Winston Churchill once said of Russia that it was “a riddle, wrapped in a mystery, inside an enigma.” The White House probably has the same feeling of Germany today. There is no love lost between President Obama and Chancellor Angela Merkel. The division between their views of current economic strategy only grew bigger at the last G20 Summit in Toronto. Two years ago, while campaigning to become the new American president, Obama was cheered by a few hundred thousands of people on Brandenburger Tor in Berlin. Today, Berlin is the main opposition to the White House’s view of the grand engineering of global economic recovery. In fact, Chancellor Merkel is more of a political threat to Obama than the disunited Republican Party or the noisy Tea Party movement.
Blame for recent economic chaos in the Eurozone could certainly be laid at the door of the German Chancellery. Angela Merkel flip-flopped on the bailout of Greece and how it should be organized, causing unnecessary angst in financial markets over Europe’s capability to handle problems in its own backyard. The German government’s recent decision to ban short selling of some financial papers was silly. Such moves have little effect when papers can be traded on many exchanges outside Germany, and if anything, this rash action triggered worries about the economic instability of firms, mainly banks, covered by the ban. Moreover, it threw several other countries and firms into acute economic problems—especially commodities and securities heavy currencies. Hence, it worked as a classic beggar-thy-neighbor policy.

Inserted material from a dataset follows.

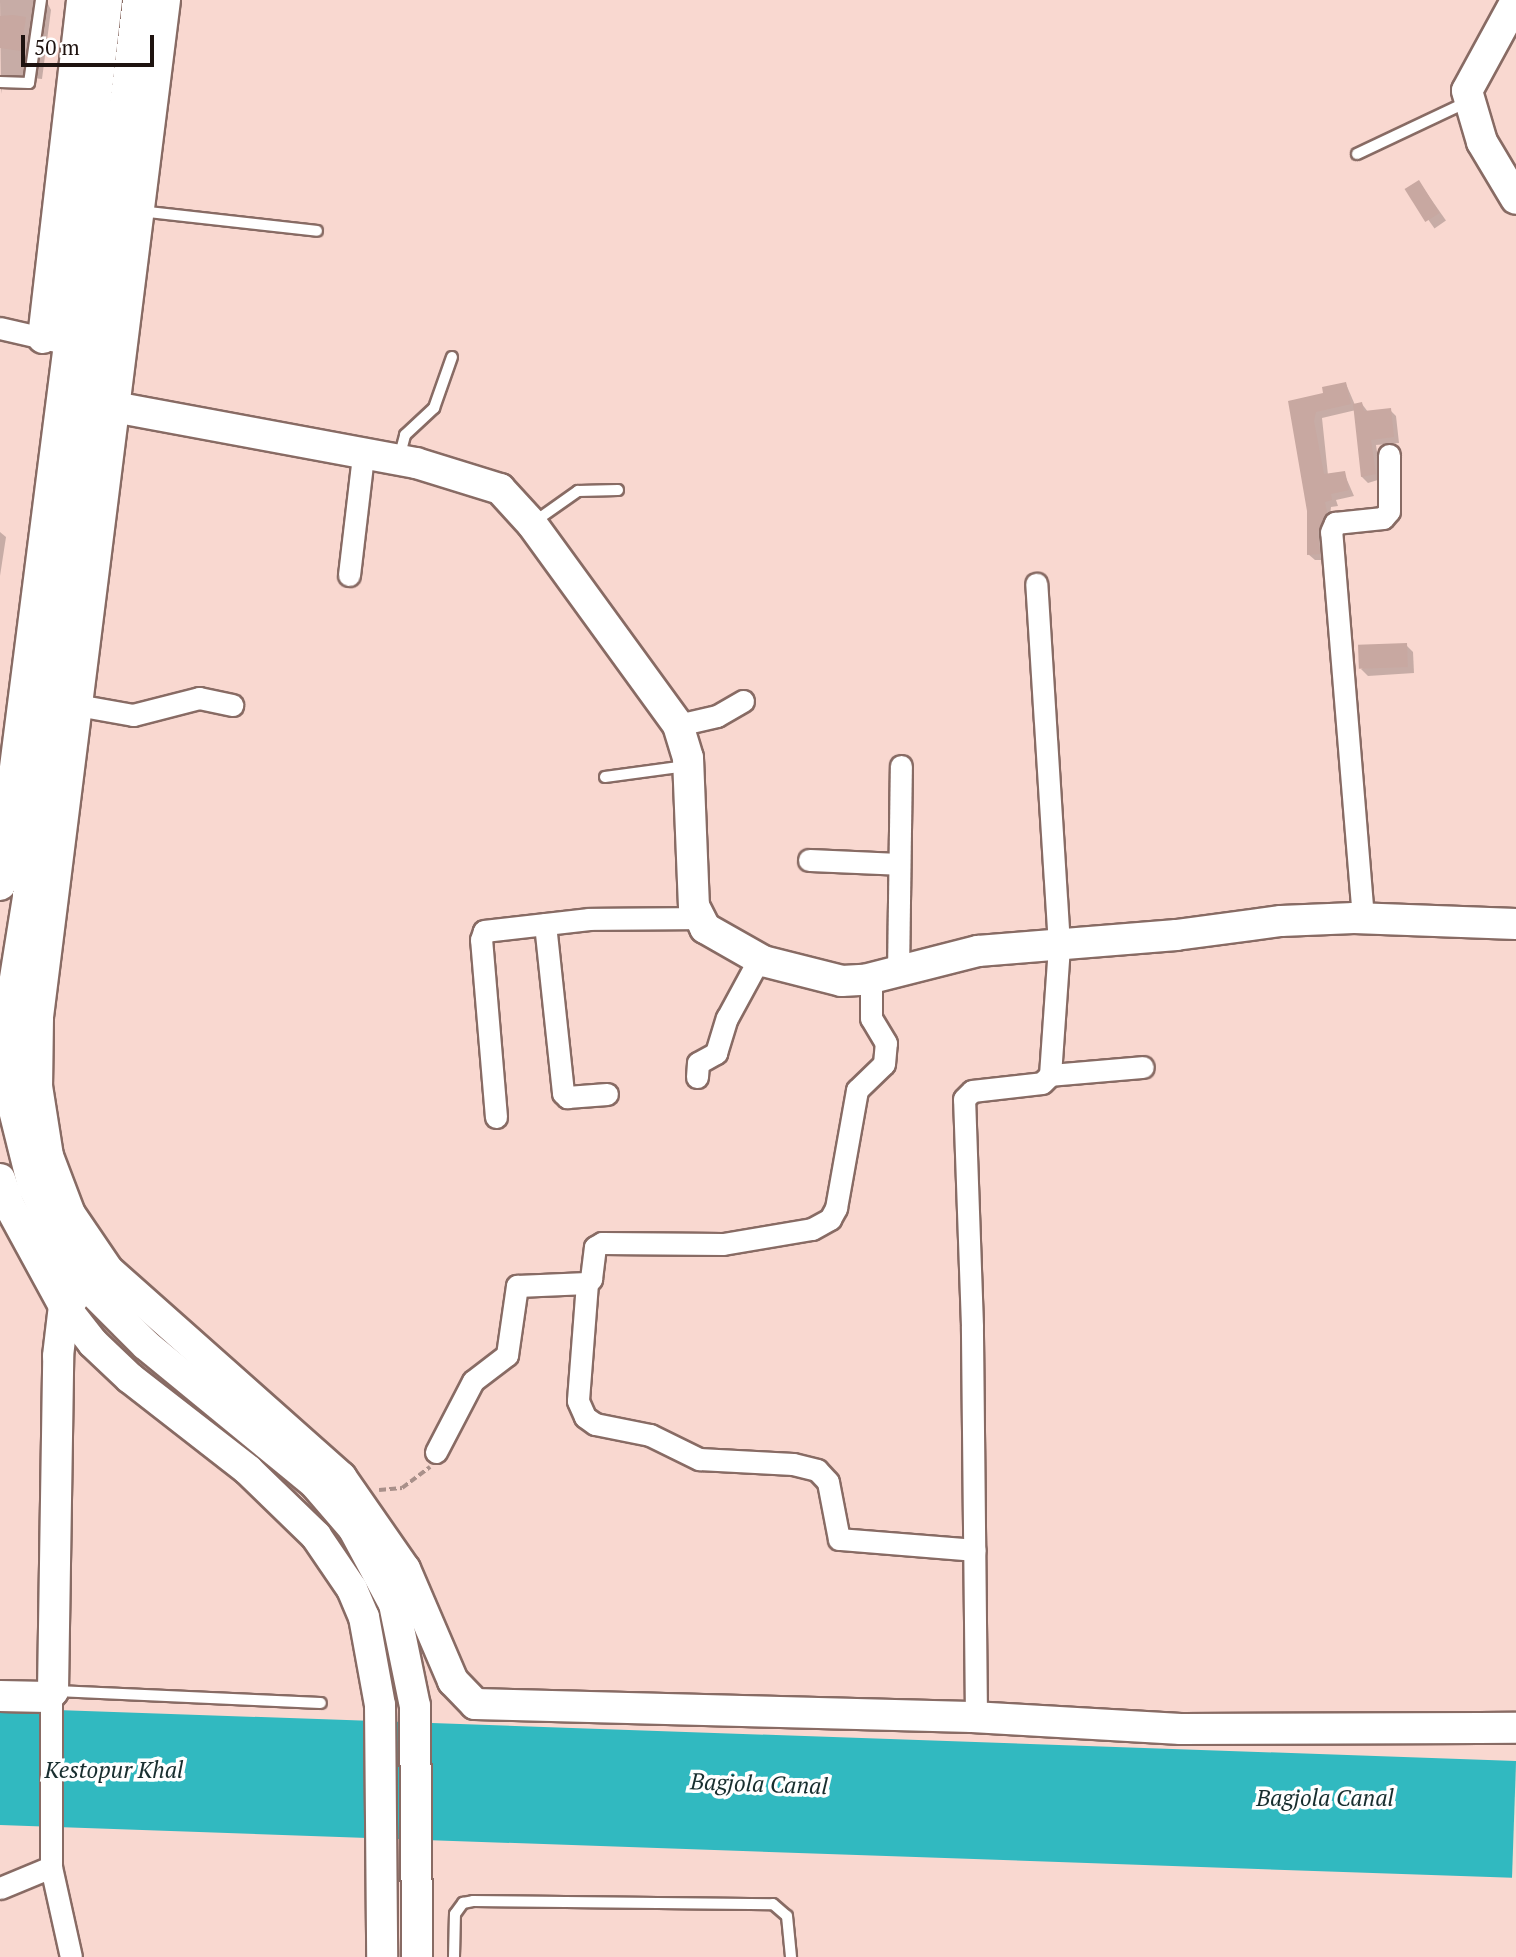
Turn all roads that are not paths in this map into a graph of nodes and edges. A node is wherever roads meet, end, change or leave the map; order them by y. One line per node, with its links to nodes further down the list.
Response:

Yet it is difficult not to support the underlying rational of the German-led trend of fiscal stabilization that has recently started in Europe. And it is this old “Bundesbank obsession” with fiscal balance and keeping politicians away from printing money that is annoying White House economists who want to see other big economies fuel the recovery by expanding fiscal deficits. Some economists, like the notorious New York Times scribbler Paul Krugman, go even further and opine that the new drive towards austerity will kill recovery and throw the world into a an economic depression. They are wrong—and also falsely portray current policy.

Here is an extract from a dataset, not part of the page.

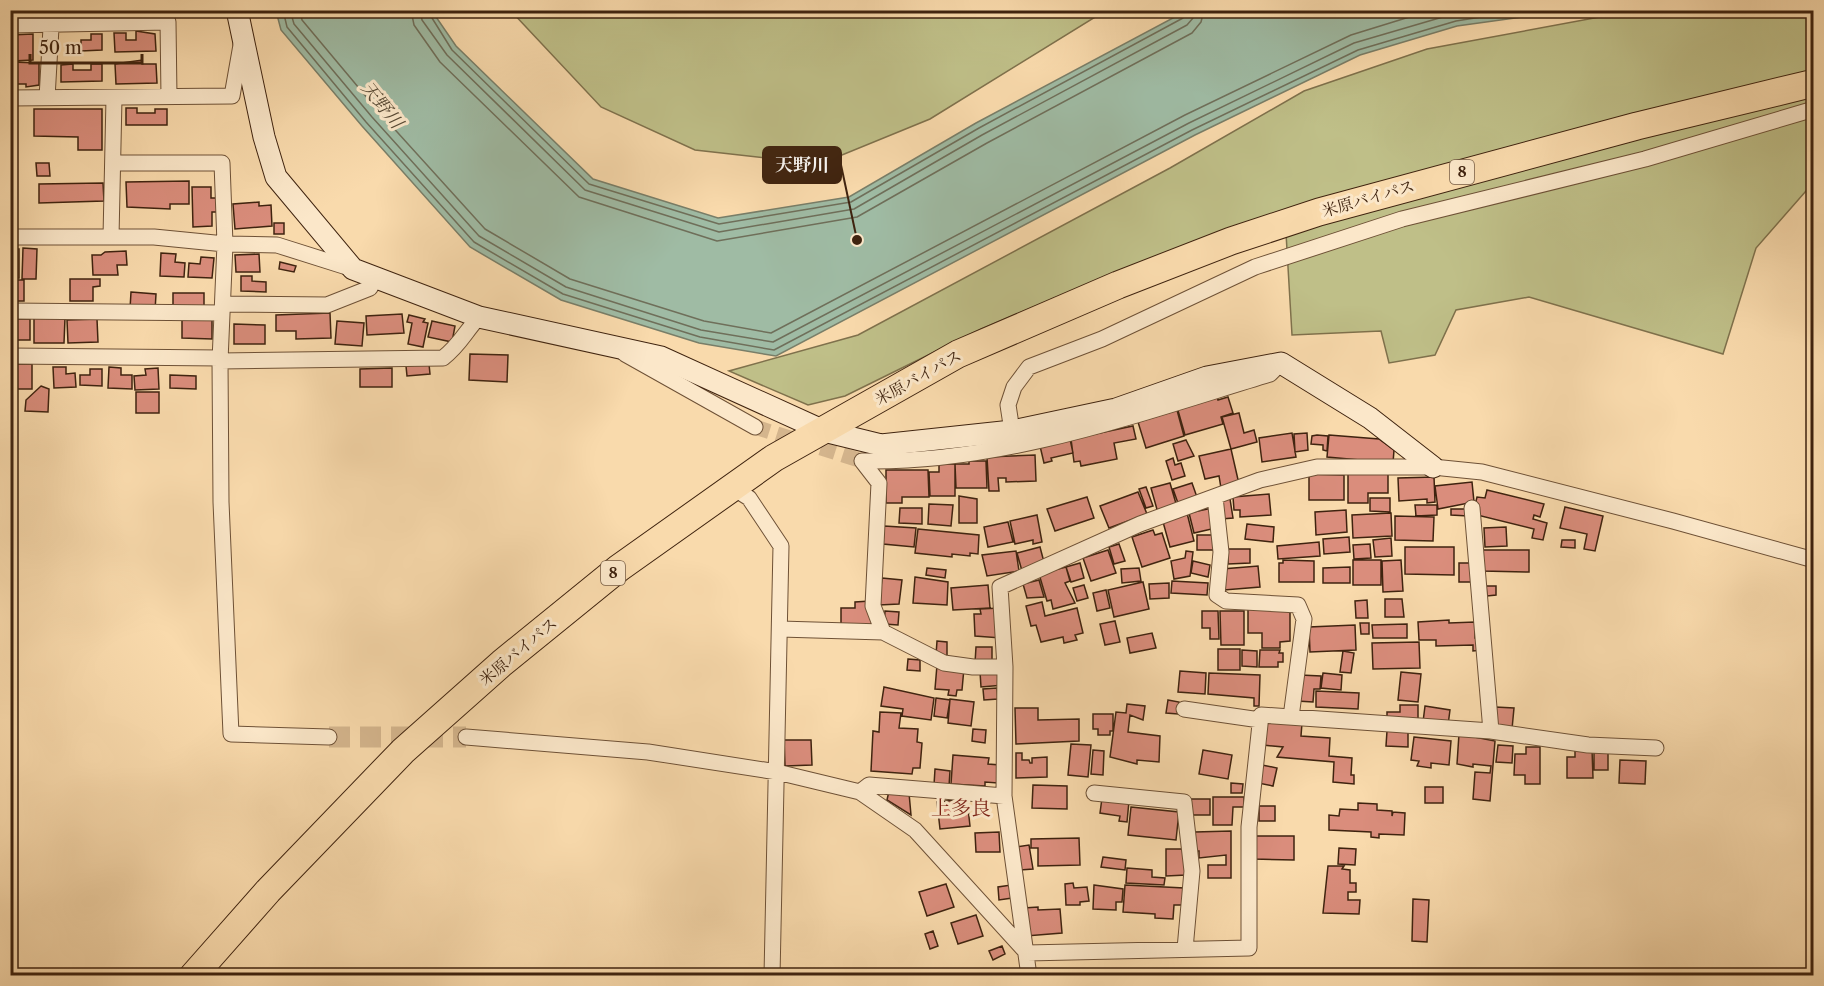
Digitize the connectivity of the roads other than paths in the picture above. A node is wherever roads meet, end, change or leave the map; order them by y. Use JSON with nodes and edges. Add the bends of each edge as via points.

First, neither Germany nor any other significant EU economy with big deficits plan to balance their books anytime soon. Under current “austerity” plans, countries like Germany and the United Kingdom will run fiscal deficits for years to come. Fiscal tightening will mainly start in 2012, and in the next few years the reduction in deficits is largely planned to come by economic growth.

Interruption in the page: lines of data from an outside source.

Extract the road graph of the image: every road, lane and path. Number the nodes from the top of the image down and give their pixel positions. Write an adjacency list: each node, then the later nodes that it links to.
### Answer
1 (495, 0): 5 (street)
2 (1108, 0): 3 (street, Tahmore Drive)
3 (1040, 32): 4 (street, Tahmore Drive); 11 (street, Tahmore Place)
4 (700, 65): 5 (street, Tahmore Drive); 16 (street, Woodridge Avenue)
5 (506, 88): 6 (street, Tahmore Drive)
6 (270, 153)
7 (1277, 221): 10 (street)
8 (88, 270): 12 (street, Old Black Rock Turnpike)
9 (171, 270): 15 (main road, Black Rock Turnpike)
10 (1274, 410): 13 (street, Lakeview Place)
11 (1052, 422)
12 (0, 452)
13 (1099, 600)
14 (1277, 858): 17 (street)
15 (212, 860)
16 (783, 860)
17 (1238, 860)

Second, many EU countries need to make credible plans for deficit reductions because their high levels of debt are causing problems. Current distrust in European economies is not only about the cyclical deficit. Overall, high levels of debt and worries about how future entitlements will be paid when the population grows older were concerns already before the start of the crisis and have grown toxic since then (mind you, this future is only a few years away). The average level of public debt in the European Union in less than a decade is expected to be above 120 percent of Gross Domestic Product (GDP). That amounts to a big debt crisis.
True, it is theoretically possible, as argued by some, that governments could devise strategies now to deal with the long-term debt problems without starting fiscal tightening soon. This would allow for a stimulus-fuelled recovery in the next few years, and then the actions against unsustainable levels of debt could kick in. But this strategy only works in theory. No government could make credible proposals for addressing debt levels in the future—say, three or four years from now—as no one knows who will be in power by then. Furthermore, if a program for future debt consolidation (and reduction), which involves spending cuts and tax increases, would be launched now, people would start to adjust now for future austerity by saving more and spending less. This would undermine, and possibly radically so, the effect of current stimulus programs.
Third, while the US sits on the reserve currency of the world and can take up new loans without fuelling future inflation and interest rates, European governments simply do not have that luxury. Bond rates have already gone up, and especially so for governments with significant deficits. Furthermore, there are looming inflation threats by current macroeconomic policies. Enormous amounts of money have been pumped into the economy, but money is being hoarded rather than spread out. At some point, this money will find its way into the larger economy.
Finally, while the automatic stabilizers are good anti-cyclical policy, the effect of discretionary fiscal stimulus is smaller than expected. This is true also for the United States. In an open world economy, stimulus money leaks to other countries in the world.
Fredrik Erixon - Director and co-founder of the European Centre for International Political Economy (ECIPE).